• [Exercise directions]:
Go through the entries below and tally the lines holding "Condensed"; please reply with the number only.

• [Information given]:
○ ○ ○ ○ ○ ○ ○

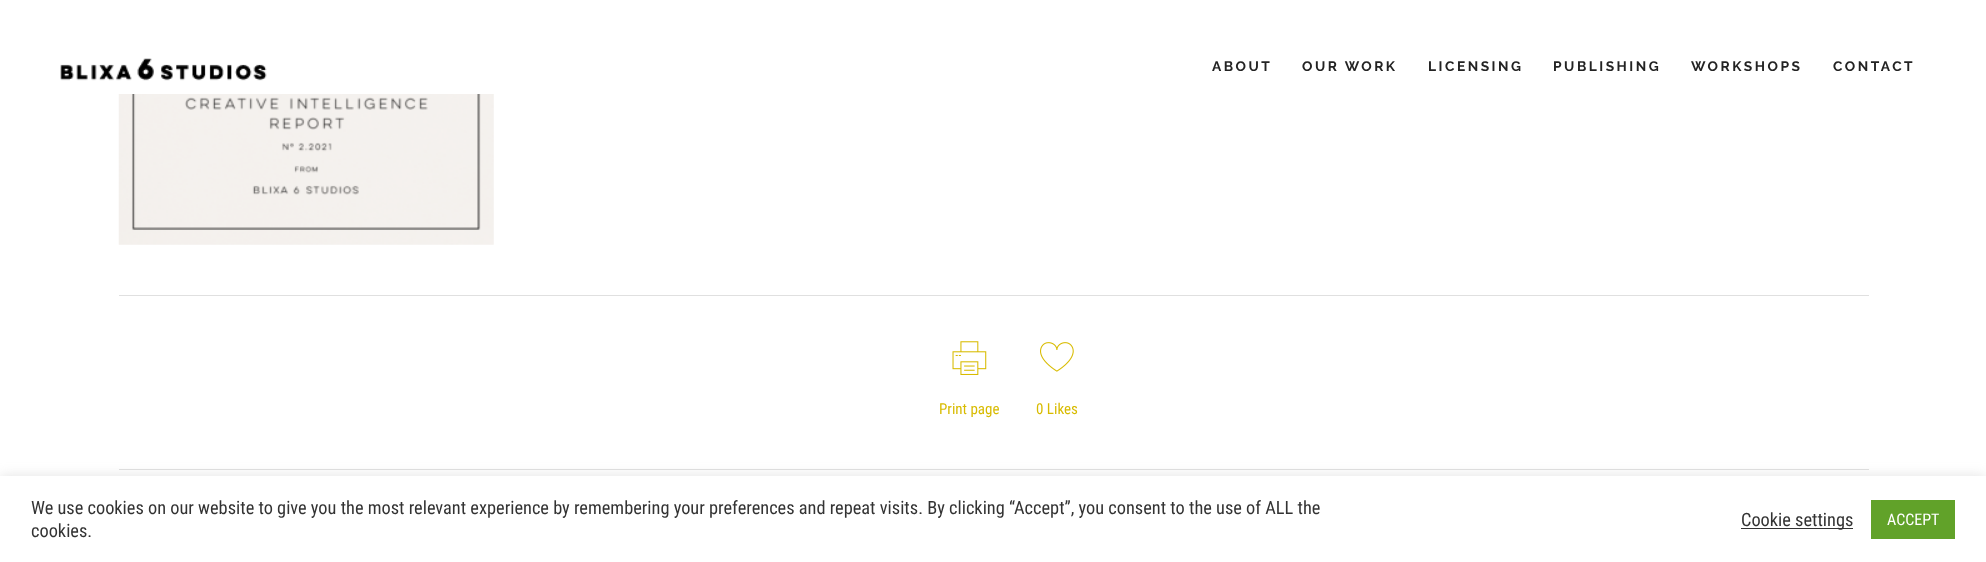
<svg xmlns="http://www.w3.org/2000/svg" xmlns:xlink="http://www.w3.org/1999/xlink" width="1986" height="562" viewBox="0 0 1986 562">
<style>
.cls-1{font:bold 13.75px Raleway;letter-spacing:2.5px;fill:#232323}
.cls-2{font:15px Roboto Condensed;fill:#d8bb00}
.cls-3{font:18.33px Roboto Condensed;fill:#333333}
.cls-4{font:16px Roboto Condensed;fill:#ffffff}
</style>
<rect width="100%" height="100%" fill="#ffffff"/>
<image xlink:href="image0.png" x="60" y="58" width="207" height="23"/>
<image xlink:href="image1.png" x="118" y="94" width="376" height="151"/>
<rect fill="#e0e0e0" x="119" y="295" width="1750" height="1"/>
<rect fill="#e0e0e0" x="119" y="469" width="1750" height="1"/>
<image xlink:href="image2.png" x="952" y="341" width="35" height="34"/>
<image xlink:href="image3.png" x="1040" y="342" width="34" height="30"/>
<rect fill="#acabab" fill-opacity="0.3" filter="blur(6px)" x="0" y="475" width="1986" height="86"/>
<rect fill="#ffffff" x="0" y="476" width="1986" height="86"/>
<rect fill="#333333" x="1741" y="528" width="112" height="1"/>
<rect fill="#61a229" x="1871" y="500" width="84" height="39"/>
<text class="cls-1" x="1212" y="71">ABOUT</text>
<text class="cls-1" x="1302" y="71">OUR WORK</text>
<text class="cls-1" x="1428" y="71">LICENSING</text>
<text class="cls-1" x="1553" y="71">PUBLISHING</text>
<text class="cls-1" x="1691" y="71">WORKSHOPS</text>
<text class="cls-1" x="1833" y="71">CONTACT</text>
<text class="cls-2" x="939" y="414">Print page</text>
<text class="cls-2" x="1036" y="414">0 Likes</text>
<text class="cls-3"><tspan x="31" y="514">We use cookies on our website to give you the most relevant experience by remembering your preferences and repeat visits. By clicking “Accept”, you consent to the use of ALL the</tspan><tspan x="31" y="537">cookies.</tspan></text>
<text class="cls-3" x="1741" y="526">Cookie settings</text>
<text class="cls-4" x="1887" y="525">ACCEPT</text>
</svg>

○ ○ ○ ○ ○ ○ ○

• [Result]:
3